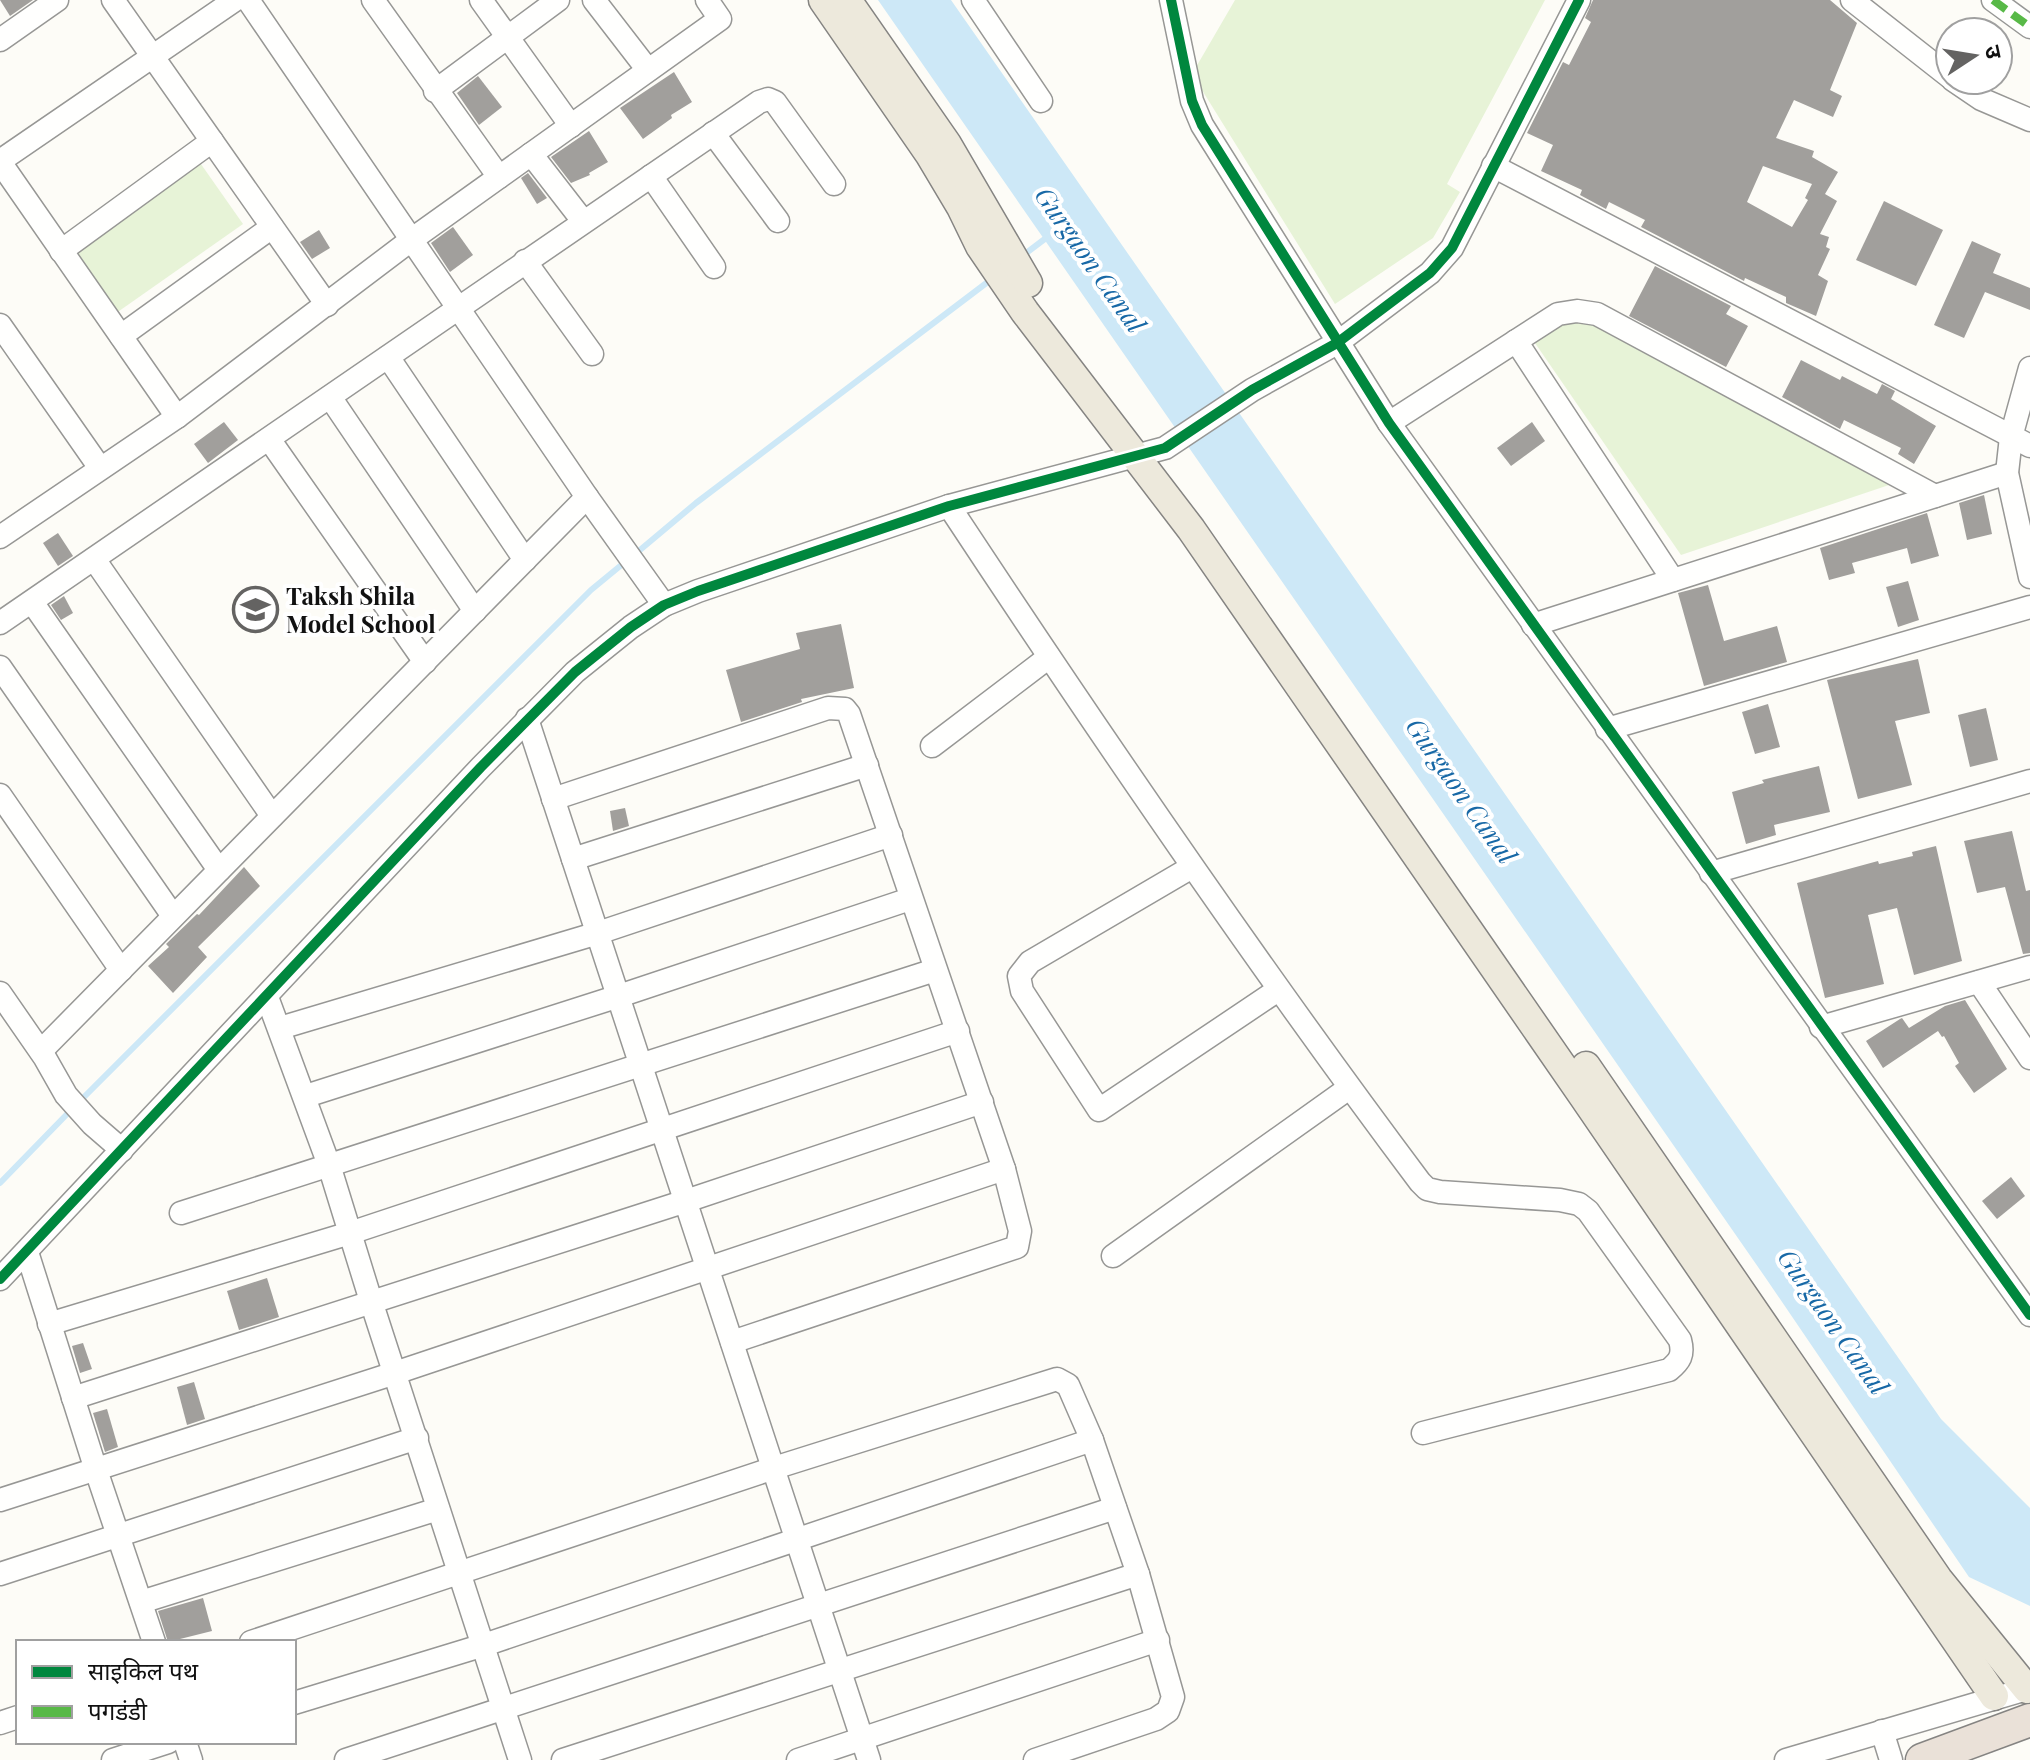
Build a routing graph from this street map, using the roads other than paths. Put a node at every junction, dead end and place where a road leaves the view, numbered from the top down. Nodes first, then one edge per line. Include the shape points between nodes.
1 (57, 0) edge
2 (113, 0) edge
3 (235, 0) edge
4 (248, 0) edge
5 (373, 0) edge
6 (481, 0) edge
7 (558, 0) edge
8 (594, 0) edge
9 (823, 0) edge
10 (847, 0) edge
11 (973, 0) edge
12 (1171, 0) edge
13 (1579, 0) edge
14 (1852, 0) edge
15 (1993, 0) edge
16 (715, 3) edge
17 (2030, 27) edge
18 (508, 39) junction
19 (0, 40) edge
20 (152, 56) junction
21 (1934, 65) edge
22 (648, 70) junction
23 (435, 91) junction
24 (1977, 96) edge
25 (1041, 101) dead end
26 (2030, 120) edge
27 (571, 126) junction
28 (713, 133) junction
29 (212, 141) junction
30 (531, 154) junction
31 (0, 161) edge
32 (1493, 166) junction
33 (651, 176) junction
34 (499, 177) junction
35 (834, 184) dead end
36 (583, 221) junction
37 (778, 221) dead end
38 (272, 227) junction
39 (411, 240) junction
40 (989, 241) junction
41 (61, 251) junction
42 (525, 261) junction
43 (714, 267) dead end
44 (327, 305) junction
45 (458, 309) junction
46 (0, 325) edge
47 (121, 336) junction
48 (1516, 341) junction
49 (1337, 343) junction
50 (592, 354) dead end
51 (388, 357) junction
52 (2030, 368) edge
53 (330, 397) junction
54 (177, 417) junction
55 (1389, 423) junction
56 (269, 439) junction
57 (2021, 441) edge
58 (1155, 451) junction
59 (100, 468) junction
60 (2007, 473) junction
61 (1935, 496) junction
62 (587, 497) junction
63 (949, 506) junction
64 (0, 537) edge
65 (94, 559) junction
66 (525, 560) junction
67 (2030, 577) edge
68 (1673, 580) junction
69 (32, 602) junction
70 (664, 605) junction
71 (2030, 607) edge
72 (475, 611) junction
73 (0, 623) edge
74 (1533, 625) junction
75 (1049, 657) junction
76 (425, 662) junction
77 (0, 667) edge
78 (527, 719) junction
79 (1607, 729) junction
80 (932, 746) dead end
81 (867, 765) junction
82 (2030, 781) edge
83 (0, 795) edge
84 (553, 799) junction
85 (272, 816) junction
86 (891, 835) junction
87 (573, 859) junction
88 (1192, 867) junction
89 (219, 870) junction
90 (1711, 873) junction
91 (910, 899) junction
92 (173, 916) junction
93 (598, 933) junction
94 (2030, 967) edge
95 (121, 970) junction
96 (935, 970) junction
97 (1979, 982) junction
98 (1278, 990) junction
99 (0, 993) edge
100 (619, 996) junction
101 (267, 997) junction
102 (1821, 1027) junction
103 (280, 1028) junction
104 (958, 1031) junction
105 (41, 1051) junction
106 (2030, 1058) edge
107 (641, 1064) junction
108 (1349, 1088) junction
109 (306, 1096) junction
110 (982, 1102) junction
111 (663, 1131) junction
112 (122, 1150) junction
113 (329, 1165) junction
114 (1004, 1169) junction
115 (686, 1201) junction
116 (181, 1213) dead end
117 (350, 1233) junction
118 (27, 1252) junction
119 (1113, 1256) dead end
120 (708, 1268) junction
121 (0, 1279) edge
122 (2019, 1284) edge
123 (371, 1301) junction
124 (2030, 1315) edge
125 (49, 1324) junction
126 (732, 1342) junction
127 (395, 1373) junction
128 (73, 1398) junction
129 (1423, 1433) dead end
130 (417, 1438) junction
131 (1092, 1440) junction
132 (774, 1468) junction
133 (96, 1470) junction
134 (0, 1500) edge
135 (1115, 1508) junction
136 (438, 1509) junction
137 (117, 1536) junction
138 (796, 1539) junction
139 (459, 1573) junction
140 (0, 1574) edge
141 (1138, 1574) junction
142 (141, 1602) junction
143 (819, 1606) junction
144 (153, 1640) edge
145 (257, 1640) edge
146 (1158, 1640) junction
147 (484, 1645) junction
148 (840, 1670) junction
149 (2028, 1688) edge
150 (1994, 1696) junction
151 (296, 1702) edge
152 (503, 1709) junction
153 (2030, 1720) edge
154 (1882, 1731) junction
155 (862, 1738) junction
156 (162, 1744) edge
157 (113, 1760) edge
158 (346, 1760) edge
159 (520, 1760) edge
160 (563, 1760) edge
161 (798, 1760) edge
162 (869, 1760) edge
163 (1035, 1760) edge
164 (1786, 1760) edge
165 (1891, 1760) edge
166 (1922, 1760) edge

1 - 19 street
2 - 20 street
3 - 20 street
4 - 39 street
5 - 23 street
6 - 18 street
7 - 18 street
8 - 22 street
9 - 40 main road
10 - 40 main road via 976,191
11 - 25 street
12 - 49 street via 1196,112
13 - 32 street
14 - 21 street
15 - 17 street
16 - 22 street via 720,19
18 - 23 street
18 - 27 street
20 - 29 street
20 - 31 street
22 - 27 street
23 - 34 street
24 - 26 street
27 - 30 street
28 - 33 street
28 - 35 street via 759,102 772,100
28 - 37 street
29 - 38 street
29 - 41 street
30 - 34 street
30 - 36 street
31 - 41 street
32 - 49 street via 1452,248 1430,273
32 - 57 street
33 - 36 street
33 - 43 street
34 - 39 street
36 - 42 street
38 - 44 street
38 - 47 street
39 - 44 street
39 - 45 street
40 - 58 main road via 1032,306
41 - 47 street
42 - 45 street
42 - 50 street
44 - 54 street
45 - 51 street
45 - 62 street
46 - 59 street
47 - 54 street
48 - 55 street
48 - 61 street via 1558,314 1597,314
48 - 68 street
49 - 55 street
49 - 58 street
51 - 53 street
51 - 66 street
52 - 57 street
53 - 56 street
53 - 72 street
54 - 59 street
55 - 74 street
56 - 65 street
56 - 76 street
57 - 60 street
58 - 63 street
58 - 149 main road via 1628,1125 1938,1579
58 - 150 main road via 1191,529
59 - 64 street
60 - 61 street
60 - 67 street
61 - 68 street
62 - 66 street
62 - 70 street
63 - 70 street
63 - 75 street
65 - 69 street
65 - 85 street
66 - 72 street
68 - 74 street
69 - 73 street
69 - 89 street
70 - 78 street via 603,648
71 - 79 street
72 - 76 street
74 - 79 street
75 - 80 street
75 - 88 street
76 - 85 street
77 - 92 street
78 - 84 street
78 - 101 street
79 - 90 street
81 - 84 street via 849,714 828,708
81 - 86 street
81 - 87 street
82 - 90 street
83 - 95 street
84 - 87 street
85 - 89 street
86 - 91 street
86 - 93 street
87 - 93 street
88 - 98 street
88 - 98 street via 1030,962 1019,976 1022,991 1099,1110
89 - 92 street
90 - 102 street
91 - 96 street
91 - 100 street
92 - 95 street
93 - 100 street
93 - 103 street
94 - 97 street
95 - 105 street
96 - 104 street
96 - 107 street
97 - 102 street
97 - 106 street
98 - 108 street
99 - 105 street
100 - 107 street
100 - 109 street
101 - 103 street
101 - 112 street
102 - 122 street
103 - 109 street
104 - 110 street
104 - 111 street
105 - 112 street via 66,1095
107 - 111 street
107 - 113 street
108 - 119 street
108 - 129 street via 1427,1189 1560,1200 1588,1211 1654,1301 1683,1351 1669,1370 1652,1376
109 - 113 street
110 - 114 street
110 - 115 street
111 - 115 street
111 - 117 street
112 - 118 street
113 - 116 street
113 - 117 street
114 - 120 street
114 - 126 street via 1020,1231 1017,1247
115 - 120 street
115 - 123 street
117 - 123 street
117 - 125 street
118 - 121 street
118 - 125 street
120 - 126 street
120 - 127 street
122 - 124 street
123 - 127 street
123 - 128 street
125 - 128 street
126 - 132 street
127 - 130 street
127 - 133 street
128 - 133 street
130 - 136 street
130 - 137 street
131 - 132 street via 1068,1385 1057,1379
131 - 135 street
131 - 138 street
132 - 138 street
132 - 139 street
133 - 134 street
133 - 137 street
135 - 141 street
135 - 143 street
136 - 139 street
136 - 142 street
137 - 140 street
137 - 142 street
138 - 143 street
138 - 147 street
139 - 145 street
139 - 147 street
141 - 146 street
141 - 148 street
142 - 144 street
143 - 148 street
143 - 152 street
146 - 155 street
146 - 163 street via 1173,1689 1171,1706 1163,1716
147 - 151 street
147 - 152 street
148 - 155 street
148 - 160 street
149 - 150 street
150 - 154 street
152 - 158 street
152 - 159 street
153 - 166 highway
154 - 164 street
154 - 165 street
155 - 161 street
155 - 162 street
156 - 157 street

#### Task to carry out
Your answer should be one number: the count of lines in the records above that contain "main".

#### Exercise output
5